Answers:    Sounds similar to one of my previous injuries. You may have damaged the "lining" on the back of your knee cap. If you can afford to go, you will have to see a doctor. DON'T USE SUPPORTS. They press your knee cap down causing more damage. I did that and needed an operation.
you should see an othro doctor, to be sure it's ok.
Non Surgical Knee Pain Treatment

When there is a problem with this part of the knee it manifests as pain in the front of the knee after strong exertion (running, walking, or stair climbing.) This may be due to erosion of the cartilage on the under side of the patella, poor tracking of the patella in its groove on the front of the knee, or an inflamed tendon on the lower edge of the patella.

The patella is covered on its back side with the thickest layer of articular cartilage of all the joints in the body.
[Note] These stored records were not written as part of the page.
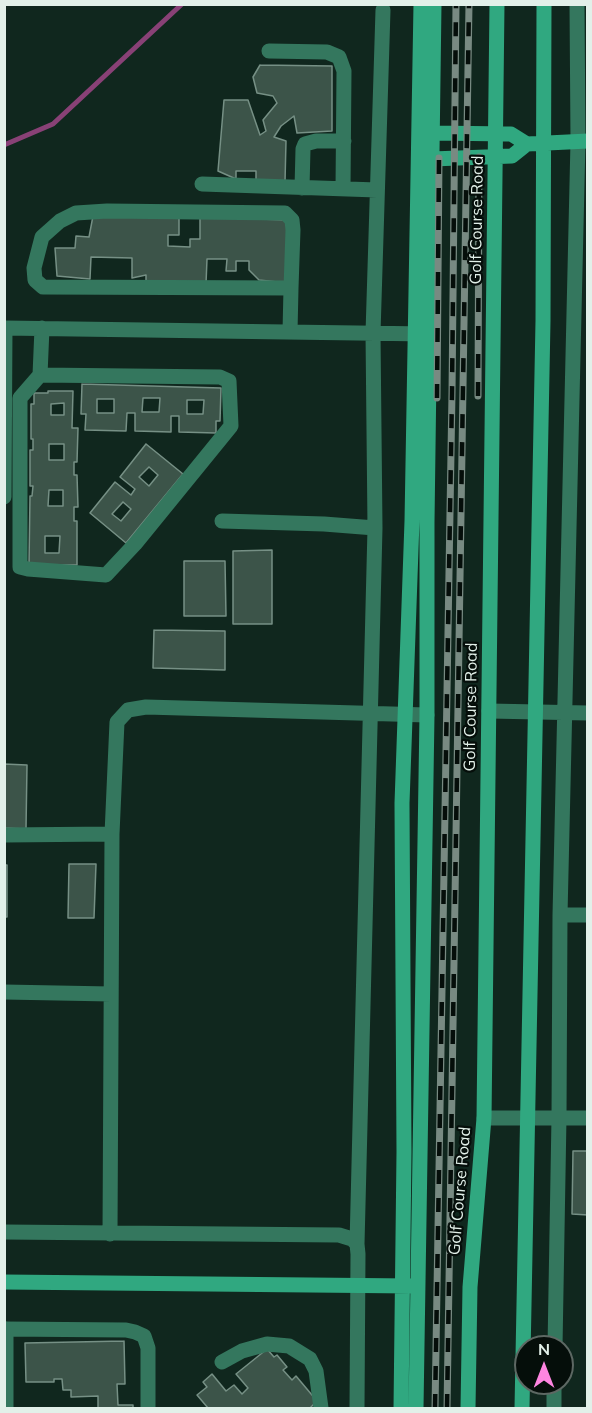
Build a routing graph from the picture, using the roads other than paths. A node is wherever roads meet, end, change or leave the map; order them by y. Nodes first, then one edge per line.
1 (421, 4) edge
2 (434, 4) edge
3 (497, 4) edge
4 (544, 4) edge
5 (580, 7) edge
6 (383, 10) dead end
7 (268, 51) dead end
8 (432, 133) junction
9 (497, 134) junction
10 (344, 141) junction
11 (583, 141) edge
12 (543, 143) junction
13 (527, 144) junction
14 (496, 156) junction
15 (432, 159) junction
16 (202, 184) dead end
17 (302, 188) junction
18 (343, 189) junction
19 (377, 190) junction
20 (582, 217) edge
21 (291, 288) junction
22 (5, 328) edge
23 (42, 328) junction
24 (290, 332) junction
25 (373, 333) junction
26 (415, 333) junction
27 (431, 334) junction
28 (40, 375) junction
29 (5, 386) edge
30 (4, 497) edge
31 (222, 521) dead end
32 (375, 528) junction
33 (489, 711) junction
34 (535, 712) junction
35 (565, 712) junction
36 (588, 713) edge
37 (369, 714) junction
38 (405, 715) junction
39 (428, 716) junction
40 (112, 834) junction
41 (4, 835) edge
42 (560, 915) junction
43 (588, 915) edge
44 (4, 992) edge
45 (111, 994) junction
46 (559, 1117) junction
47 (484, 1118) junction
48 (527, 1118) junction
49 (588, 1118) edge
50 (4, 1232) edge
51 (110, 1234) junction
52 (357, 1244) junction
53 (4, 1282) edge
54 (358, 1285) junction
55 (410, 1286) junction
56 (5, 1329) edge
57 (555, 1335) edge
58 (222, 1362) dead end
59 (6, 1408) edge
60 (148, 1408) edge
61 (321, 1408) edge
62 (357, 1408) edge
63 (401, 1408) edge
64 (416, 1408) edge
65 (468, 1408) edge
66 (522, 1408) edge

1 - 26 street
2 - 8 street
3 - 9 street, Golf Course Road
4 - 12 street
5 - 11 street
6 - 19 street
7 - 10 street
8 - 9 street
8 - 15 street
9 - 13 street
9 - 14 street, Golf Course Road
10 - 17 street
10 - 18 street
11 - 12 street
11 - 20 street
12 - 13 street
12 - 34 street
13 - 14 street
14 - 15 street
14 - 33 street, Golf Course Road
15 - 27 street
16 - 17 street
17 - 18 street
18 - 19 street
19 - 25 street
20 - 35 street
21 - 21 street
21 - 24 street
22 - 23 street
22 - 29 street
23 - 24 street
23 - 28 street
24 - 25 street
25 - 26 street
25 - 32 street
26 - 27 street
26 - 38 street
27 - 39 street
28 - 28 street
29 - 30 street
31 - 32 street
32 - 37 street
33 - 34 street
33 - 47 street, Golf Course Road
34 - 35 street
34 - 48 street
35 - 36 street
35 - 42 street
37 - 38 street
37 - 40 street
37 - 52 street
38 - 39 street
38 - 55 street
39 - 55 street
40 - 41 street
40 - 45 street
42 - 43 street
42 - 46 street
44 - 45 street
45 - 51 street
46 - 48 street
46 - 49 street
46 - 57 street
47 - 48 street
47 - 65 street, Golf Course Road
48 - 66 street
50 - 51 street
51 - 52 street
52 - 54 street
53 - 54 street
54 - 55 street
54 - 62 street
55 - 63 street
55 - 64 street
56 - 59 street
56 - 60 street
58 - 61 street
Erosion of this cartilage is called "chondromalacia patellae." On x-ray it is seen as a decrease in the amount of cartilage underneath the kneecap. It may be caused by trauma or occur spontaneously. If the patella is fractured, pain may still persist after the fracture heals. Prolotherapy, a non surgical alternative to knee surgery is excellent at relieving all of these pains.
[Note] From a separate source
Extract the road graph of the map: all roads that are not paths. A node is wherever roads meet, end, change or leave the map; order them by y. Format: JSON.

Prolotherapy helps chondromalacia patellae or patellar tracking problems because the pain-producing structure is generally the patellar tendon or the musculoskeletal support around the patella. Prolotherapy for chondromalacia involves intra-articular (inside) injections as well as injections on the outside of the knee, stimulating the growth of many musculoskeletal structures around the patella. It is for this reason the knee gets stronger and the pain of chondromalacia is relieved.

Patients with pain often succumb to surgical procedures, even drastic ones. A good example of drastic surgery is the recommendation to surgically remove the patella in order to remove the pain. This sometimes does relieve the pain, but at a significant cost to the body. The strength to extend the knee is reduced by about 30 percent, and the force exerted in the knee is increased. There are a host of other risks associated with surgery. The athlete must realize that with each procedure and each shaving or cutting of tissue, NSAID (non-steroidal anti-inflammatory drug) prescription, or cortisone shot, the odds of developing long-term arthritis are greatly increased. The key to keeping the knee strong is to stimulate the area to heal, not to cover up the pain with a cortisone shot or NSAID. Even worse is to eliminate the painful area by shaving or cutting. This just delays the pain for a few years until the remaining tissue becomes degenerated. The best approach is to stimulate the area to heal. The best way to do that is with Prolotherapy.

GET YOUR XRAy and MRI done and consult an orhto surgeon.